• [Task item] Use the entries below and reproduce exactly the lines from the one containing "#include <stddef.h>" down to the one containing "cairo_save(cr);", both of them included.

• [Supplied records]
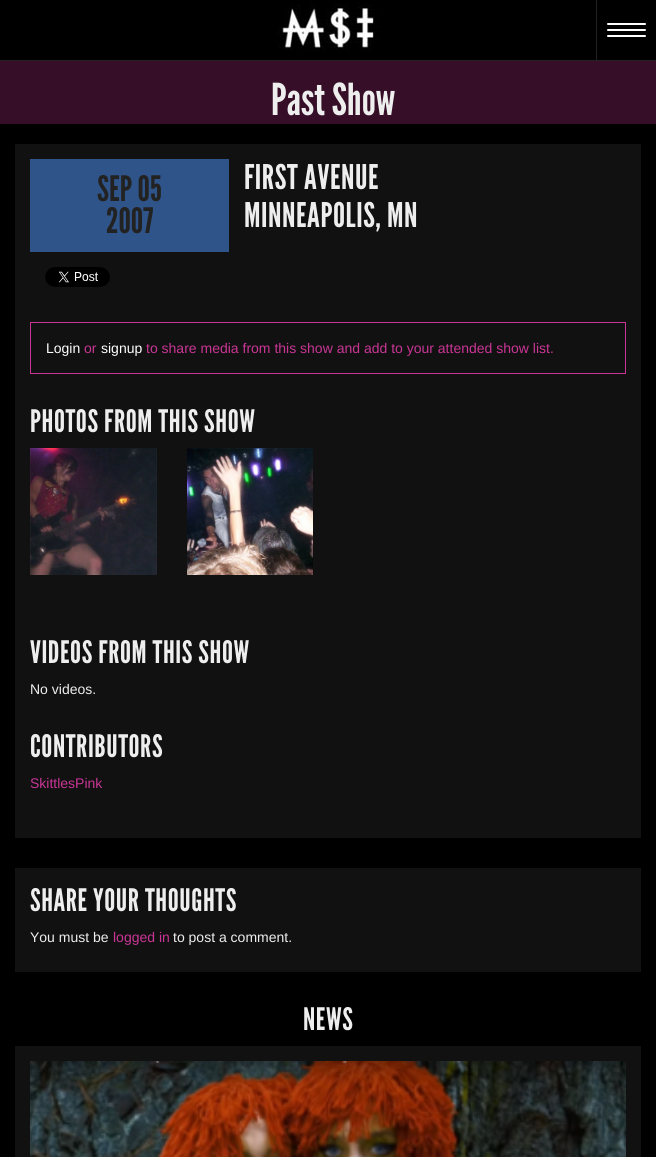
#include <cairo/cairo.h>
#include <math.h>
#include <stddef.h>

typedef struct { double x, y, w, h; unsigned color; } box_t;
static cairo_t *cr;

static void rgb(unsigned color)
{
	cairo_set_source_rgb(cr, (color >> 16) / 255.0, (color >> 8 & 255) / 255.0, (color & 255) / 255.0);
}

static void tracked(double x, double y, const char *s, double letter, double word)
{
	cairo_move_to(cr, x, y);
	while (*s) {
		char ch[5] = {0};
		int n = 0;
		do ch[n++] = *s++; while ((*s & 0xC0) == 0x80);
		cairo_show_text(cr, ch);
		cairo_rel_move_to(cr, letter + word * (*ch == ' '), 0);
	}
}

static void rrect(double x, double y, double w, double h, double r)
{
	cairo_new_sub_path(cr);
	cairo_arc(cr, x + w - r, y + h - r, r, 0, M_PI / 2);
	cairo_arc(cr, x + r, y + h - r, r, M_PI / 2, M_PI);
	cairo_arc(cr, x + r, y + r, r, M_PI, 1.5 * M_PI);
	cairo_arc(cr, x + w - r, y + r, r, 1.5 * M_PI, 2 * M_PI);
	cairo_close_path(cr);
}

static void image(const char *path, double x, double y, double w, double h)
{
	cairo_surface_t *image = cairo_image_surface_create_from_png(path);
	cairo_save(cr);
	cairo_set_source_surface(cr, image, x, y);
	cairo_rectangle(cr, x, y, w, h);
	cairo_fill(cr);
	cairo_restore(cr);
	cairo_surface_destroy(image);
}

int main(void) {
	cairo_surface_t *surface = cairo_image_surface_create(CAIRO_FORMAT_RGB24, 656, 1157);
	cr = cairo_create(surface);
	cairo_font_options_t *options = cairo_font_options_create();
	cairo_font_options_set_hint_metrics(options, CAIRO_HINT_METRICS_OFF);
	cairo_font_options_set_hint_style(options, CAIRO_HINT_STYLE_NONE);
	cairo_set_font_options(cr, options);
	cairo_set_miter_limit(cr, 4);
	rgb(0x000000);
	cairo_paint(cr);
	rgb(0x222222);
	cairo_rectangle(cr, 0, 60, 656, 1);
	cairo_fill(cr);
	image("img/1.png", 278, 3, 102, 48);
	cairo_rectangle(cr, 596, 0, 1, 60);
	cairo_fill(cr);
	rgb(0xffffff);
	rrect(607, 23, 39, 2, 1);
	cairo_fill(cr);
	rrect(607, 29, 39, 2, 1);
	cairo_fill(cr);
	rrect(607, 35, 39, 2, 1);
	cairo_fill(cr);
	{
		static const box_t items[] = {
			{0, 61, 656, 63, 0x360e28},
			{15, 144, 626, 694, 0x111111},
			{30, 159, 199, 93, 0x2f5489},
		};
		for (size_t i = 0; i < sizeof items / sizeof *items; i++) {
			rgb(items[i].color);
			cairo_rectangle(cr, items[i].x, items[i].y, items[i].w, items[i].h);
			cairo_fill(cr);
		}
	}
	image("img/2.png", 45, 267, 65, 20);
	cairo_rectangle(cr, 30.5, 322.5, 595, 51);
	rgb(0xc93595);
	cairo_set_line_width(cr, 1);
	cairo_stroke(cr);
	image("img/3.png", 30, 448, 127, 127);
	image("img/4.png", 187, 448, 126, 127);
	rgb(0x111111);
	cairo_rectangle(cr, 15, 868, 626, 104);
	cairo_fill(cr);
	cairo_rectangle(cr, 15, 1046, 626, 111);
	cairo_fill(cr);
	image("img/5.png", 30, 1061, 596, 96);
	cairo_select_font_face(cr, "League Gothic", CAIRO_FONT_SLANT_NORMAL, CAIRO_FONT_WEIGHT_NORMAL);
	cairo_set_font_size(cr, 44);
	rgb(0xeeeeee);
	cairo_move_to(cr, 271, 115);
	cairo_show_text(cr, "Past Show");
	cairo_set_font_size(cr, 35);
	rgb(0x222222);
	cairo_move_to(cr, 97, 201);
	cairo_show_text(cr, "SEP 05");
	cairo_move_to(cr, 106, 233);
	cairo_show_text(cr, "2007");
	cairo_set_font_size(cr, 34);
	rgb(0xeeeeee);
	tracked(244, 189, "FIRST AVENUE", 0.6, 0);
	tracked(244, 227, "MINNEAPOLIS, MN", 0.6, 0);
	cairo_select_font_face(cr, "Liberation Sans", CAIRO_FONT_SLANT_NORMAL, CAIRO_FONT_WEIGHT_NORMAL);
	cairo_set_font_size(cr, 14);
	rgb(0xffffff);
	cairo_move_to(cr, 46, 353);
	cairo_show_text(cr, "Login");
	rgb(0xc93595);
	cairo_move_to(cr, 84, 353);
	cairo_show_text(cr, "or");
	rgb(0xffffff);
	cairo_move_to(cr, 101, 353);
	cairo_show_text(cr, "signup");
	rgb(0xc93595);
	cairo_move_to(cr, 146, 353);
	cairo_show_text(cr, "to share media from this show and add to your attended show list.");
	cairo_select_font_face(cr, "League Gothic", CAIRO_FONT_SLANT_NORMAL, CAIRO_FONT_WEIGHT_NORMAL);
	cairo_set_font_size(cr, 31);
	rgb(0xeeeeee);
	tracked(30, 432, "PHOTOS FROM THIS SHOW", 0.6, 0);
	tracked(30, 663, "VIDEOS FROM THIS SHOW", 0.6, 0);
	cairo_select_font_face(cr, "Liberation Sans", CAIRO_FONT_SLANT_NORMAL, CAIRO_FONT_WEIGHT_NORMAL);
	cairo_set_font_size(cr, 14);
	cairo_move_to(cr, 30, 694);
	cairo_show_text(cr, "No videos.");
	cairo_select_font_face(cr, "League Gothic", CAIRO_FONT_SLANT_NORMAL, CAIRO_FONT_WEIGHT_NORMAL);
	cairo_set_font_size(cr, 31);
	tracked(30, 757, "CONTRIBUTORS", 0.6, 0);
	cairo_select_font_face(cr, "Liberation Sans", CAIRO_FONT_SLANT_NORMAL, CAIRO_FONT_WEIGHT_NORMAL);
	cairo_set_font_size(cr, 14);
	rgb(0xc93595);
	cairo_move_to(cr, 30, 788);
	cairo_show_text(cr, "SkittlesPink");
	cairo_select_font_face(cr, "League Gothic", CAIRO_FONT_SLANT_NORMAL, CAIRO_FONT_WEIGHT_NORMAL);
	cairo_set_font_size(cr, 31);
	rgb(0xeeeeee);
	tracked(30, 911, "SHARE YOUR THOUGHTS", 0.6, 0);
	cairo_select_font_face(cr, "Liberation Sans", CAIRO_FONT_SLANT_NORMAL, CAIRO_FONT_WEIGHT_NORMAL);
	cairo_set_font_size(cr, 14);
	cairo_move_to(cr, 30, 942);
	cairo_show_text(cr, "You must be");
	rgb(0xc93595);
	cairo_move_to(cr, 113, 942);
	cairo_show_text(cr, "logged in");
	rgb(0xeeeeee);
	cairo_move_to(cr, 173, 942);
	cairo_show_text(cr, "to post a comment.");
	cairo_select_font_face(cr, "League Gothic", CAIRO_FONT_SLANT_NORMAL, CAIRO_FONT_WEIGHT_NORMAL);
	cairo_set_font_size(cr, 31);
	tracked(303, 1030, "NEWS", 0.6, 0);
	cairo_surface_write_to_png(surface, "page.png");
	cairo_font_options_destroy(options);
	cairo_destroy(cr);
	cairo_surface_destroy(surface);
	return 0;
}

* * *

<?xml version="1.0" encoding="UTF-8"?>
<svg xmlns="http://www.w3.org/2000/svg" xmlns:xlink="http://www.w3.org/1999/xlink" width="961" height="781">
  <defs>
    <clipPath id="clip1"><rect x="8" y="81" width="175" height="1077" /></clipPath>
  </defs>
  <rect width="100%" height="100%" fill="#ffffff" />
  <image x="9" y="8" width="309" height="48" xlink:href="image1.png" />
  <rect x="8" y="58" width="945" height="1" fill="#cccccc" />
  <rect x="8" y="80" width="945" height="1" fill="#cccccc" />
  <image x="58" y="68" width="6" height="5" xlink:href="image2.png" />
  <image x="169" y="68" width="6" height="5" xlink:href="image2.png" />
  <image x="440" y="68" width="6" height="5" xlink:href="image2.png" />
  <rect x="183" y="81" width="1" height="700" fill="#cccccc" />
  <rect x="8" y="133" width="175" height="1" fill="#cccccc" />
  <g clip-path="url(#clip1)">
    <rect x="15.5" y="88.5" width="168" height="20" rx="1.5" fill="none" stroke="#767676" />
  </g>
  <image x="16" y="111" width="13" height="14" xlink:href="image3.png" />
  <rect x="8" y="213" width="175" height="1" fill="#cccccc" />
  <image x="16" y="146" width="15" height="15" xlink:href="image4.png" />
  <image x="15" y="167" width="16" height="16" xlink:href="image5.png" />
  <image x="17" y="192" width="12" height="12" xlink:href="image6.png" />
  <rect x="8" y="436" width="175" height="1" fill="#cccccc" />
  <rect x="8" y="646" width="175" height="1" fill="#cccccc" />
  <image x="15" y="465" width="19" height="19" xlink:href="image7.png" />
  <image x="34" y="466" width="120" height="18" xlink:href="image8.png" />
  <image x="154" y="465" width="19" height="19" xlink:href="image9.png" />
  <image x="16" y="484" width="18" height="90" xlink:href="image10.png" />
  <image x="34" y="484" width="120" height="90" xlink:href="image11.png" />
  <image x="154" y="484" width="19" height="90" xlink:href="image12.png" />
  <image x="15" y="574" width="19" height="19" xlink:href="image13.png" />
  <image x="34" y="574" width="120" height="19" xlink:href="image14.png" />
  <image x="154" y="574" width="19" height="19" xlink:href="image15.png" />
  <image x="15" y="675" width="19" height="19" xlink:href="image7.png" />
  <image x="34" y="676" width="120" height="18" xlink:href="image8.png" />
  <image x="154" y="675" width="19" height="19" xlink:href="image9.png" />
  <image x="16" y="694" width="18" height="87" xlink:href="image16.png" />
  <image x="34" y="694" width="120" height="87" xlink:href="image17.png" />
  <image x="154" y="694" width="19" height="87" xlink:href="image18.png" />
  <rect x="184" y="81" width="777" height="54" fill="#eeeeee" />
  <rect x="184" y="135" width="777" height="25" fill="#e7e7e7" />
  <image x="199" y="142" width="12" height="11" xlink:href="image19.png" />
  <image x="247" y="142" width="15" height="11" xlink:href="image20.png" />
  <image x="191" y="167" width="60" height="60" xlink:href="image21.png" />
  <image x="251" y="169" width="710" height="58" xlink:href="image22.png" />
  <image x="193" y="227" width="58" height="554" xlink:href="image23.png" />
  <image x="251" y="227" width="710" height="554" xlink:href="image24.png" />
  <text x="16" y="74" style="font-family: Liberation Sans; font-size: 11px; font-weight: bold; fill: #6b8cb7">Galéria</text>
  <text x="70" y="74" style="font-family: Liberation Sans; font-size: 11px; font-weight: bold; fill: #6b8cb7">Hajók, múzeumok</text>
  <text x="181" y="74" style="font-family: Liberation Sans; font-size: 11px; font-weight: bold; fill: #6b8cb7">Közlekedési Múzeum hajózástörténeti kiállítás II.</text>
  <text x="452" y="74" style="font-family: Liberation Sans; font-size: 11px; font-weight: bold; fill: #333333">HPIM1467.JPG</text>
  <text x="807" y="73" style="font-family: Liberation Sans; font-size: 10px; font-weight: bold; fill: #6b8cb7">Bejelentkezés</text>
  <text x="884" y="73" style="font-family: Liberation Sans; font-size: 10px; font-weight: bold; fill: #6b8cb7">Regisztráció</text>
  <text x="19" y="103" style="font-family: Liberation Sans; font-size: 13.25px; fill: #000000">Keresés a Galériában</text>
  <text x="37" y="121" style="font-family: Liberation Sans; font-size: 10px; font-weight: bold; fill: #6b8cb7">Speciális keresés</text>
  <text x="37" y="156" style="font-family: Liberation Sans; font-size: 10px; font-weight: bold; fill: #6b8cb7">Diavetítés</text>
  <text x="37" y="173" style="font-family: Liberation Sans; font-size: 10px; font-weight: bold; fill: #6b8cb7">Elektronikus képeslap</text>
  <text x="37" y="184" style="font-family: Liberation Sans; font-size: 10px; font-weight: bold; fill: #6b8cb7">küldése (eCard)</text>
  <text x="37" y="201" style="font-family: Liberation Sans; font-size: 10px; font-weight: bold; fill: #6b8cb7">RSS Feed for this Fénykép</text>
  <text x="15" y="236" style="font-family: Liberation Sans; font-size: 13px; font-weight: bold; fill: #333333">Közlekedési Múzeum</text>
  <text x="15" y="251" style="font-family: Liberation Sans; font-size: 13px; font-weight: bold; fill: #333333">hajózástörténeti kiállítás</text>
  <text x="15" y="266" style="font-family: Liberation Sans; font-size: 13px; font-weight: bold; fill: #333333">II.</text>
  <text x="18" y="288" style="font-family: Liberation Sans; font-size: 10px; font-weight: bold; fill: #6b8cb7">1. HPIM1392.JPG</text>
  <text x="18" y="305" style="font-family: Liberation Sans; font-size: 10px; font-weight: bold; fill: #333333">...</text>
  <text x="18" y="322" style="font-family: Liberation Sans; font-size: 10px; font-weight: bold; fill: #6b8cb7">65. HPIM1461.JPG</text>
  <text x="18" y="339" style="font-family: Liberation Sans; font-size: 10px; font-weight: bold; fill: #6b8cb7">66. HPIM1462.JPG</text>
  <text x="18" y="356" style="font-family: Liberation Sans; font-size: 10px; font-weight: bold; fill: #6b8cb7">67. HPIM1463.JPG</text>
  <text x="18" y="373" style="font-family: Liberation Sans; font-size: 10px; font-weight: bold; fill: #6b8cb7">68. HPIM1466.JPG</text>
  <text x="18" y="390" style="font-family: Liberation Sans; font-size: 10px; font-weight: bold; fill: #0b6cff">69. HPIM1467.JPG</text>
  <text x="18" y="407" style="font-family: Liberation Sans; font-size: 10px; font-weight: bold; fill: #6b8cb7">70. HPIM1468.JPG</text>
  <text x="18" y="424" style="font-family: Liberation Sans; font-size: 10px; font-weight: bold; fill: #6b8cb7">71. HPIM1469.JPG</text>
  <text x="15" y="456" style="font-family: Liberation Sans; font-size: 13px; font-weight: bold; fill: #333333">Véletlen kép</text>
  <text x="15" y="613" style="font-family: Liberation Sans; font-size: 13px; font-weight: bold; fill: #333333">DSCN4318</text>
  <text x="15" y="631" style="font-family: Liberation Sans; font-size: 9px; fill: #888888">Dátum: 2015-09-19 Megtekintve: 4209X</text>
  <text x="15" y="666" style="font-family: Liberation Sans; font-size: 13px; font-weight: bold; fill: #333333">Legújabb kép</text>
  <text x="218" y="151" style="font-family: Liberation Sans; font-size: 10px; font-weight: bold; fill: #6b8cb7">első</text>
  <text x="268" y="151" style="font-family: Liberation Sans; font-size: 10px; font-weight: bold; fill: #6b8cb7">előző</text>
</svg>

• [Task answer]
#include <stddef.h>

typedef struct { double x, y, w, h; unsigned color; } box_t;
static cairo_t *cr;

static void rgb(unsigned color)
{
	cairo_set_source_rgb(cr, (color >> 16) / 255.0, (color >> 8 & 255) / 255.0, (color & 255) / 255.0);
}

static void tracked(double x, double y, const char *s, double letter, double word)
{
	cairo_move_to(cr, x, y);
	while (*s) {
		char ch[5] = {0};
		int n = 0;
		do ch[n++] = *s++; while ((*s & 0xC0) == 0x80);
		cairo_show_text(cr, ch);
		cairo_rel_move_to(cr, letter + word * (*ch == ' '), 0);
	}
}

static void rrect(double x, double y, double w, double h, double r)
{
	cairo_new_sub_path(cr);
	cairo_arc(cr, x + w - r, y + h - r, r, 0, M_PI / 2);
	cairo_arc(cr, x + r, y + h - r, r, M_PI / 2, M_PI);
	cairo_arc(cr, x + r, y + r, r, M_PI, 1.5 * M_PI);
	cairo_arc(cr, x + w - r, y + r, r, 1.5 * M_PI, 2 * M_PI);
	cairo_close_path(cr);
}

static void image(const char *path, double x, double y, double w, double h)
{
	cairo_surface_t *image = cairo_image_surface_create_from_png(path);
	cairo_save(cr);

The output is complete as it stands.